(About this exercise) Every line of the data must be retyped exactly as it stands.

═══

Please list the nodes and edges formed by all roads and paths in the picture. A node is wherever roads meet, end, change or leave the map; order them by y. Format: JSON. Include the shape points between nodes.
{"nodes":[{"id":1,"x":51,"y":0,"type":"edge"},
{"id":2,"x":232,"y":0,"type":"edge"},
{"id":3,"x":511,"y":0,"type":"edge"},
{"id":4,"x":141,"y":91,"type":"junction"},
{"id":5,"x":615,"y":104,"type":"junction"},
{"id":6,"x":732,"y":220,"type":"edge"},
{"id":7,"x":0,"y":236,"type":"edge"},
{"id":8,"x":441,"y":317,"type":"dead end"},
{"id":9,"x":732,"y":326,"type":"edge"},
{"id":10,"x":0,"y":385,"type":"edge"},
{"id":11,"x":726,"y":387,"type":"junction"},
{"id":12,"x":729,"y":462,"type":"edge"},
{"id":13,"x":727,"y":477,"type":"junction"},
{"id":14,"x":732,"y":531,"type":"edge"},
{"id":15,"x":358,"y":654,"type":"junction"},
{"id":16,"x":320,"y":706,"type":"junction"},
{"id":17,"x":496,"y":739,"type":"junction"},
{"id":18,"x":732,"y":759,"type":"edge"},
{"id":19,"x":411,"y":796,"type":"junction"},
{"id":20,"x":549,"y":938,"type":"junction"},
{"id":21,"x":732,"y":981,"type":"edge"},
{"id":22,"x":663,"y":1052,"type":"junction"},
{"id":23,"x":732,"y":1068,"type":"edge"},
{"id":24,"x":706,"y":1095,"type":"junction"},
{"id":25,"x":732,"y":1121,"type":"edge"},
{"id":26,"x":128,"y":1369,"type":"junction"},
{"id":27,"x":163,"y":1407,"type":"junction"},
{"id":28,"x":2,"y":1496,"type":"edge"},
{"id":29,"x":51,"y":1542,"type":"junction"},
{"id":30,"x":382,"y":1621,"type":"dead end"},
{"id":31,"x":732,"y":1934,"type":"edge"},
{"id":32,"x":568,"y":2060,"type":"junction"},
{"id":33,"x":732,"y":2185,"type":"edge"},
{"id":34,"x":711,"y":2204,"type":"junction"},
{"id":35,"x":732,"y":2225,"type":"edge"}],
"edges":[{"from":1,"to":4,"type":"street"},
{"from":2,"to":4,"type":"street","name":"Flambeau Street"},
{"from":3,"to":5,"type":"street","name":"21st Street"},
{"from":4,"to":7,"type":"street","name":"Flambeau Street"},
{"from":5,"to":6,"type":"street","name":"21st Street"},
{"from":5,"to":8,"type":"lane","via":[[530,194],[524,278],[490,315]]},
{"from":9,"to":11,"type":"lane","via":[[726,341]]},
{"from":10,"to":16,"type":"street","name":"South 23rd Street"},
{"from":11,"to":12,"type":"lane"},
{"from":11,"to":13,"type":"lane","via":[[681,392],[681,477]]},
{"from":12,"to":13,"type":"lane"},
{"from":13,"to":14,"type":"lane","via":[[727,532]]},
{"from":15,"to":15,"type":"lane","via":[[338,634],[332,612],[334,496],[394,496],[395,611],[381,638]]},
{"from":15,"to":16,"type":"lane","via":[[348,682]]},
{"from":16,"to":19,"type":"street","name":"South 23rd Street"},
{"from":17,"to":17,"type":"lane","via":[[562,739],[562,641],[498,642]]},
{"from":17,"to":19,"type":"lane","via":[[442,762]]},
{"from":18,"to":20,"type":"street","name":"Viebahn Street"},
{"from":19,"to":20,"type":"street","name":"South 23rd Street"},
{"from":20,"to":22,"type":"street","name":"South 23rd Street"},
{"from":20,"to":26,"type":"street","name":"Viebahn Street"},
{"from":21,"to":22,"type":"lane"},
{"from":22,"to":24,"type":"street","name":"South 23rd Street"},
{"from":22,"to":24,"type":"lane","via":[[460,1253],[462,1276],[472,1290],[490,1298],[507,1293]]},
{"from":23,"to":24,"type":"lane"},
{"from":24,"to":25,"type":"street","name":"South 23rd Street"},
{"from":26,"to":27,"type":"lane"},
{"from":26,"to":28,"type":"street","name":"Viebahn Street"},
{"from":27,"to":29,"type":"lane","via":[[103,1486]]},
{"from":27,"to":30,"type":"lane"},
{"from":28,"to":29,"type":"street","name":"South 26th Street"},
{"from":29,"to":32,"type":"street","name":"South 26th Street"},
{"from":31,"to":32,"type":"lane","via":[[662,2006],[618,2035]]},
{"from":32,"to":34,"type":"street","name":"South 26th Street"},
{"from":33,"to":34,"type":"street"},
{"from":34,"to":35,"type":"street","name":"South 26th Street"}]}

═══

(Output)
Please list the nodes and edges formed by all roads and paths in the picture. A node is wherever roads meet, end, change or leave the map; order them by y. Format: JSON. Include the shape points between nodes.
{"nodes":[{"id":1,"x":51,"y":0,"type":"edge"},
{"id":2,"x":232,"y":0,"type":"edge"},
{"id":3,"x":511,"y":0,"type":"edge"},
{"id":4,"x":141,"y":91,"type":"junction"},
{"id":5,"x":615,"y":104,"type":"junction"},
{"id":6,"x":732,"y":220,"type":"edge"},
{"id":7,"x":0,"y":236,"type":"edge"},
{"id":8,"x":441,"y":317,"type":"dead end"},
{"id":9,"x":732,"y":326,"type":"edge"},
{"id":10,"x":0,"y":385,"type":"edge"},
{"id":11,"x":726,"y":387,"type":"junction"},
{"id":12,"x":729,"y":462,"type":"edge"},
{"id":13,"x":727,"y":477,"type":"junction"},
{"id":14,"x":732,"y":531,"type":"edge"},
{"id":15,"x":358,"y":654,"type":"junction"},
{"id":16,"x":320,"y":706,"type":"junction"},
{"id":17,"x":496,"y":739,"type":"junction"},
{"id":18,"x":732,"y":759,"type":"edge"},
{"id":19,"x":411,"y":796,"type":"junction"},
{"id":20,"x":549,"y":938,"type":"junction"},
{"id":21,"x":732,"y":981,"type":"edge"},
{"id":22,"x":663,"y":1052,"type":"junction"},
{"id":23,"x":732,"y":1068,"type":"edge"},
{"id":24,"x":706,"y":1095,"type":"junction"},
{"id":25,"x":732,"y":1121,"type":"edge"},
{"id":26,"x":128,"y":1369,"type":"junction"},
{"id":27,"x":163,"y":1407,"type":"junction"},
{"id":28,"x":2,"y":1496,"type":"edge"},
{"id":29,"x":51,"y":1542,"type":"junction"},
{"id":30,"x":382,"y":1621,"type":"dead end"},
{"id":31,"x":732,"y":1934,"type":"edge"},
{"id":32,"x":568,"y":2060,"type":"junction"},
{"id":33,"x":732,"y":2185,"type":"edge"},
{"id":34,"x":711,"y":2204,"type":"junction"},
{"id":35,"x":732,"y":2225,"type":"edge"}],
"edges":[{"from":1,"to":4,"type":"street"},
{"from":2,"to":4,"type":"street","name":"Flambeau Street"},
{"from":3,"to":5,"type":"street","name":"21st Street"},
{"from":4,"to":7,"type":"street","name":"Flambeau Street"},
{"from":5,"to":6,"type":"street","name":"21st Street"},
{"from":5,"to":8,"type":"lane","via":[[530,194],[524,278],[490,315]]},
{"from":9,"to":11,"type":"lane","via":[[726,341]]},
{"from":10,"to":16,"type":"street","name":"South 23rd Street"},
{"from":11,"to":12,"type":"lane"},
{"from":11,"to":13,"type":"lane","via":[[681,392],[681,477]]},
{"from":12,"to":13,"type":"lane"},
{"from":13,"to":14,"type":"lane","via":[[727,532]]},
{"from":15,"to":15,"type":"lane","via":[[338,634],[332,612],[334,496],[394,496],[395,611],[381,638]]},
{"from":15,"to":16,"type":"lane","via":[[348,682]]},
{"from":16,"to":19,"type":"street","name":"South 23rd Street"},
{"from":17,"to":17,"type":"lane","via":[[562,739],[562,641],[498,642]]},
{"from":17,"to":19,"type":"lane","via":[[442,762]]},
{"from":18,"to":20,"type":"street","name":"Viebahn Street"},
{"from":19,"to":20,"type":"street","name":"South 23rd Street"},
{"from":20,"to":22,"type":"street","name":"South 23rd Street"},
{"from":20,"to":26,"type":"street","name":"Viebahn Street"},
{"from":21,"to":22,"type":"lane"},
{"from":22,"to":24,"type":"street","name":"South 23rd Street"},
{"from":22,"to":24,"type":"lane","via":[[460,1253],[462,1276],[472,1290],[490,1298],[507,1293]]},
{"from":23,"to":24,"type":"lane"},
{"from":24,"to":25,"type":"street","name":"South 23rd Street"},
{"from":26,"to":27,"type":"lane"},
{"from":26,"to":28,"type":"street","name":"Viebahn Street"},
{"from":27,"to":29,"type":"lane","via":[[103,1486]]},
{"from":27,"to":30,"type":"lane"},
{"from":28,"to":29,"type":"street","name":"South 26th Street"},
{"from":29,"to":32,"type":"street","name":"South 26th Street"},
{"from":31,"to":32,"type":"lane","via":[[662,2006],[618,2035]]},
{"from":32,"to":34,"type":"street","name":"South 26th Street"},
{"from":33,"to":34,"type":"street"},
{"from":34,"to":35,"type":"street","name":"South 26th Street"}]}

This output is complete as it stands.